Data for the task below:
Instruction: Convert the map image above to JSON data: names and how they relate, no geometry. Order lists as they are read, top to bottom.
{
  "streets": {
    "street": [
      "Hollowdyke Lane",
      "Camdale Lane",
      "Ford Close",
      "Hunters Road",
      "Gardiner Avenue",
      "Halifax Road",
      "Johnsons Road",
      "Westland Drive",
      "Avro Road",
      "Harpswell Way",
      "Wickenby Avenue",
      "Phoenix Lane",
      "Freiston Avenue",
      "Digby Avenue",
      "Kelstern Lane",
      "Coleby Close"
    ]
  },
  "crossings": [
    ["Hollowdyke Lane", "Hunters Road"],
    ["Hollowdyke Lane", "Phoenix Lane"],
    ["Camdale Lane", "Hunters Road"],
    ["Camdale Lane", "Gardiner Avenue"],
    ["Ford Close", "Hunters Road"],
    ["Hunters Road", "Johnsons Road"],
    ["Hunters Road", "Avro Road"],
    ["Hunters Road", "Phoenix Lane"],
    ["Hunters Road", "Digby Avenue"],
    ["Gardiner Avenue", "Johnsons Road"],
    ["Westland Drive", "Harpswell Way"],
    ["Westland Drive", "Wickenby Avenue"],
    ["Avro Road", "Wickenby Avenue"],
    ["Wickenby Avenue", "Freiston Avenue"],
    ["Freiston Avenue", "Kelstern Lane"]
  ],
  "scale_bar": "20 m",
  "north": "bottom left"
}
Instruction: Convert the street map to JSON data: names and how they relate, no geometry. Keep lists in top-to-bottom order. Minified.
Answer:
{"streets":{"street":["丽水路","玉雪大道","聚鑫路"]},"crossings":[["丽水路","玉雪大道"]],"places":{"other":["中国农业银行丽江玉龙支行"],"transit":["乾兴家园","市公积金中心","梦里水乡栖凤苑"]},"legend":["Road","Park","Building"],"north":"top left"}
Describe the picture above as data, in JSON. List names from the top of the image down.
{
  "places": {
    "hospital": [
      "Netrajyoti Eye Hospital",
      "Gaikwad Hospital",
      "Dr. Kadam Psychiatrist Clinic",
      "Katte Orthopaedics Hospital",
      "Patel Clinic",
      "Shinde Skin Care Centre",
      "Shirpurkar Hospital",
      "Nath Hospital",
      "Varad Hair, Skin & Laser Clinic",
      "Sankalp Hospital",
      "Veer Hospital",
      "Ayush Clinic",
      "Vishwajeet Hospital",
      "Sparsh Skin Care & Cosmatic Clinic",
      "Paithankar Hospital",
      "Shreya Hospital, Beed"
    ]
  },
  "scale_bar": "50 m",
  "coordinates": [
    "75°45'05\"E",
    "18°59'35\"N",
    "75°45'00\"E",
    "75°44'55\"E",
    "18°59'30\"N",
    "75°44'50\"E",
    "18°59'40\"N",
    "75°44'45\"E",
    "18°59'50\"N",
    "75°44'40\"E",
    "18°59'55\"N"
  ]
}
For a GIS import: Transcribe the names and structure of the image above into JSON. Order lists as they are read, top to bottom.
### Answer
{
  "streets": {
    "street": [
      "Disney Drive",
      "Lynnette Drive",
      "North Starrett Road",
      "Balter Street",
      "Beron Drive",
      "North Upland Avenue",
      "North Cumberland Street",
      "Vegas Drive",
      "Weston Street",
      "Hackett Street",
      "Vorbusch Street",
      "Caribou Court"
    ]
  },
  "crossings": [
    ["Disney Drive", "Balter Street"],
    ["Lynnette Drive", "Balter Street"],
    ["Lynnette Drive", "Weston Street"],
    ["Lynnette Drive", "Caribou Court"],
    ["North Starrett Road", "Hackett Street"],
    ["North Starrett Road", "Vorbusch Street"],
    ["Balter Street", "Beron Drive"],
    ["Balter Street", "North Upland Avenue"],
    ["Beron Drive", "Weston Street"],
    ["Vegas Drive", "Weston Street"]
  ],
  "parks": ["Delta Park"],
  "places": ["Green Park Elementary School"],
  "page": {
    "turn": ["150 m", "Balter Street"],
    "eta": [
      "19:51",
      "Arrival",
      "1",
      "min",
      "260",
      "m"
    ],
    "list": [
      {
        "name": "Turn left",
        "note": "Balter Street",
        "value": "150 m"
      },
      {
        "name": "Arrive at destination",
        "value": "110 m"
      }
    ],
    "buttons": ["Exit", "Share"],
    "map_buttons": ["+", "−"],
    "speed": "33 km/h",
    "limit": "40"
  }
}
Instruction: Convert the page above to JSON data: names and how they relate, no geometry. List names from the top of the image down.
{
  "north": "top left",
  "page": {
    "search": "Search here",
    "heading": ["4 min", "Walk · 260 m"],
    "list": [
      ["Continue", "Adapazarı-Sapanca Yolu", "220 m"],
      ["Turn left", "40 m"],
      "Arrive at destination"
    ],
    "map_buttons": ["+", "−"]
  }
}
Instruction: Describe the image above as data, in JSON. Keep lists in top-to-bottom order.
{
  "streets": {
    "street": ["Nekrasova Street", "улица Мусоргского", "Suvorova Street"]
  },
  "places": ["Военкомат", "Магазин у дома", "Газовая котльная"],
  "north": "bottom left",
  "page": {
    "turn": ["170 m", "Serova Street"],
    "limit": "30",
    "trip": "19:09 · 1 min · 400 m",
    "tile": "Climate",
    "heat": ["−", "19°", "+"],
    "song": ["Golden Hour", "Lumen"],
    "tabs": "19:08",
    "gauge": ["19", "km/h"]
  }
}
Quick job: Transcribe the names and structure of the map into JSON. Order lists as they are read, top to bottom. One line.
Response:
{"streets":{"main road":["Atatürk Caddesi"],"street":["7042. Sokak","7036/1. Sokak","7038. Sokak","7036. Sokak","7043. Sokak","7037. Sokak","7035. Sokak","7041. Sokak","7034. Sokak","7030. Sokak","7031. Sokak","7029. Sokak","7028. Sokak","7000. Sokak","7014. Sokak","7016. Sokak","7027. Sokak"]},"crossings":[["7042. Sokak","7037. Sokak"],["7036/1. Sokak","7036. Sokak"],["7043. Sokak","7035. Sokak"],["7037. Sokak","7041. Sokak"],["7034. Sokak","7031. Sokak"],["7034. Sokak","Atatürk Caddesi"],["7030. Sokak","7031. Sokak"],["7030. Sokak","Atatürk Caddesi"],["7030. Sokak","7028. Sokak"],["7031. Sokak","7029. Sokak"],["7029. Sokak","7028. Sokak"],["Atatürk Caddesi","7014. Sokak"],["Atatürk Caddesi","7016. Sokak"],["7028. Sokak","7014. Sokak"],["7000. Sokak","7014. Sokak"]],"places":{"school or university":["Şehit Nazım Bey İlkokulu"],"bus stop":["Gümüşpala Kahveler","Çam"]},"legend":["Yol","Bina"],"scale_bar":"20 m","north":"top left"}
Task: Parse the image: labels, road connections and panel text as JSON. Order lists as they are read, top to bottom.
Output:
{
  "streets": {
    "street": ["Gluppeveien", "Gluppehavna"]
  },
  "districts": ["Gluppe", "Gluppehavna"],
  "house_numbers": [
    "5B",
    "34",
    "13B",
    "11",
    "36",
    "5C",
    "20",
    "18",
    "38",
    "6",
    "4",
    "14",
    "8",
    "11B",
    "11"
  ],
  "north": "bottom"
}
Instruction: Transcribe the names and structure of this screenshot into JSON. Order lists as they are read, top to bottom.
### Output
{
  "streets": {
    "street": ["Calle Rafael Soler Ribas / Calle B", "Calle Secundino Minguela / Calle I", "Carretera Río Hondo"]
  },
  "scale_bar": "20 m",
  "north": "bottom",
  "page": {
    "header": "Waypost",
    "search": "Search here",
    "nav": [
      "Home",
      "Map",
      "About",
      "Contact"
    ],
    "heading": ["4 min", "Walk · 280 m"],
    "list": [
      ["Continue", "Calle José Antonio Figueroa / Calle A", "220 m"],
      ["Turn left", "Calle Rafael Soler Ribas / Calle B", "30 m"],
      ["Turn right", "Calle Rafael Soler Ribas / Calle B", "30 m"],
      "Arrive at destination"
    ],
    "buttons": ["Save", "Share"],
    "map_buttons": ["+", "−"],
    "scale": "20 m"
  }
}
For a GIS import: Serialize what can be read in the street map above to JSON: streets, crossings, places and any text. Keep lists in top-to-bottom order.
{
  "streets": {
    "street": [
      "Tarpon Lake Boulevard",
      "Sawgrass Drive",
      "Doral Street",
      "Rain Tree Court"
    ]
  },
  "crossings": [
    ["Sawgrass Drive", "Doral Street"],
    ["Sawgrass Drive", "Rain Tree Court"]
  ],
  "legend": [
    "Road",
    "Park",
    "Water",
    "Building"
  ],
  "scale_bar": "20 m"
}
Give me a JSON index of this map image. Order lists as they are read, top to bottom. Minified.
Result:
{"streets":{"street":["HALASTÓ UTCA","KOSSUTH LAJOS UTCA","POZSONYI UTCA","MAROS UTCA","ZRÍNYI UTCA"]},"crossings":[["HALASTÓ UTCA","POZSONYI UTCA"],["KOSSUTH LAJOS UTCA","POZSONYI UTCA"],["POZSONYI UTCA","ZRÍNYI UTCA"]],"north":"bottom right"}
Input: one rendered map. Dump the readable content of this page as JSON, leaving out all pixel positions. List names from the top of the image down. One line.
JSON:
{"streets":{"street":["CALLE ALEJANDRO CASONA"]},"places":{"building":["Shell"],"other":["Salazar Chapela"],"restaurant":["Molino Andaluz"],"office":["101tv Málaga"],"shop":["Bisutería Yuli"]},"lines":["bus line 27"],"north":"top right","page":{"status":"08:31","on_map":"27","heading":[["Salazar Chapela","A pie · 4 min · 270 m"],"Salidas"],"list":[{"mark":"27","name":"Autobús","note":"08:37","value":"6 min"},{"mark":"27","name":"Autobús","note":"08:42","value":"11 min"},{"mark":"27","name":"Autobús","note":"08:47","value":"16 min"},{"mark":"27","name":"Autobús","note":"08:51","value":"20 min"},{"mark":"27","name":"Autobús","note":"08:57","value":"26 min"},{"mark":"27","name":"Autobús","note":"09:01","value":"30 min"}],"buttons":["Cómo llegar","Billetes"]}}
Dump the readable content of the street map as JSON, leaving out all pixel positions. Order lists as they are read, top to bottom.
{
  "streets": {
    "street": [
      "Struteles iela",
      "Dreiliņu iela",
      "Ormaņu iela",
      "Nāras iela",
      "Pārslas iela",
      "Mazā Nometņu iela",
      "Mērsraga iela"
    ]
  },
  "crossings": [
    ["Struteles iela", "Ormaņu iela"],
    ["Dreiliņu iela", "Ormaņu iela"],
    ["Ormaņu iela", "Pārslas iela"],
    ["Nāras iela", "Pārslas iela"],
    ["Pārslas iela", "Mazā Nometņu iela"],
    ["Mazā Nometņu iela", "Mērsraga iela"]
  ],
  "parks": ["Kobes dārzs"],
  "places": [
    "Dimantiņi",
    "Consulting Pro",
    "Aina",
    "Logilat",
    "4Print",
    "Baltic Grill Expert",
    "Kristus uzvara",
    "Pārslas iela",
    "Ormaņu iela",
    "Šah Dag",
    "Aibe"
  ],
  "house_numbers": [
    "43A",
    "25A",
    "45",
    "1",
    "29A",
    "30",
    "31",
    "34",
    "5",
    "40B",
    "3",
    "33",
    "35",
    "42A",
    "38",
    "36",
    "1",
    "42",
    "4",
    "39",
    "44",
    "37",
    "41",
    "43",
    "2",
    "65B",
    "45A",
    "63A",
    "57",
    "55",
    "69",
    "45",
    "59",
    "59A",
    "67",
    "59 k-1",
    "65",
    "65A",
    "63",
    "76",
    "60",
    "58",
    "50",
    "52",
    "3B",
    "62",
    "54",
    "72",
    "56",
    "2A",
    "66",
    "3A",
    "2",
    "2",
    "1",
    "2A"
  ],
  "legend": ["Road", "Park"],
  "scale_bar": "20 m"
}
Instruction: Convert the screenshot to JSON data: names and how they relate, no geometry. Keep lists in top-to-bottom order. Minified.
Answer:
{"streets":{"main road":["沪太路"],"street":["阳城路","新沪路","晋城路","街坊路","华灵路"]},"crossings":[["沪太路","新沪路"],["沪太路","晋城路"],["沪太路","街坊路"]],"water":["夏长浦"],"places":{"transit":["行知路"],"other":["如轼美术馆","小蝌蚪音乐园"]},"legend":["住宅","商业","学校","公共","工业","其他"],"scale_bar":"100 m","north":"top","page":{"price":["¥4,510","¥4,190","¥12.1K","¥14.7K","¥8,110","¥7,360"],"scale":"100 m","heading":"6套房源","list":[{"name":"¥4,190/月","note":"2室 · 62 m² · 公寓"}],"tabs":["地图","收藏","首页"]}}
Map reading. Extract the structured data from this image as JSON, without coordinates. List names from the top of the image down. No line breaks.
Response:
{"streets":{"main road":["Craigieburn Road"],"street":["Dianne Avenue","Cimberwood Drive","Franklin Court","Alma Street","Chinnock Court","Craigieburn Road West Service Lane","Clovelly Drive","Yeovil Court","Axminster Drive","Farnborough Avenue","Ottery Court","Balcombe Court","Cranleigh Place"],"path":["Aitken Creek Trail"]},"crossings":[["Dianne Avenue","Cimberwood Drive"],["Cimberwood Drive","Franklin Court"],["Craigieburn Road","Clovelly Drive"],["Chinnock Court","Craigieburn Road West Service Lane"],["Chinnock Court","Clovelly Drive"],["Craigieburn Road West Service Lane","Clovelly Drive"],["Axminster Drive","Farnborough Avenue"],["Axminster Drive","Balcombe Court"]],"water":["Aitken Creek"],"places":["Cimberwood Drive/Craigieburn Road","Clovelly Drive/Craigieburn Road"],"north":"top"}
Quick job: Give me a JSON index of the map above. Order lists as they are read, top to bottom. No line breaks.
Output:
End of Data for the task.
● **Your objective**
Run a filter over the data above and keep each line that contains the word "index".

● **Response for this exercise**
Give me a JSON index of this map image. Order lists as they are read, top to bottom. Minified.
Quick job: Give me a JSON index of the map above. Order lists as they are read, top to bottom. No line breaks.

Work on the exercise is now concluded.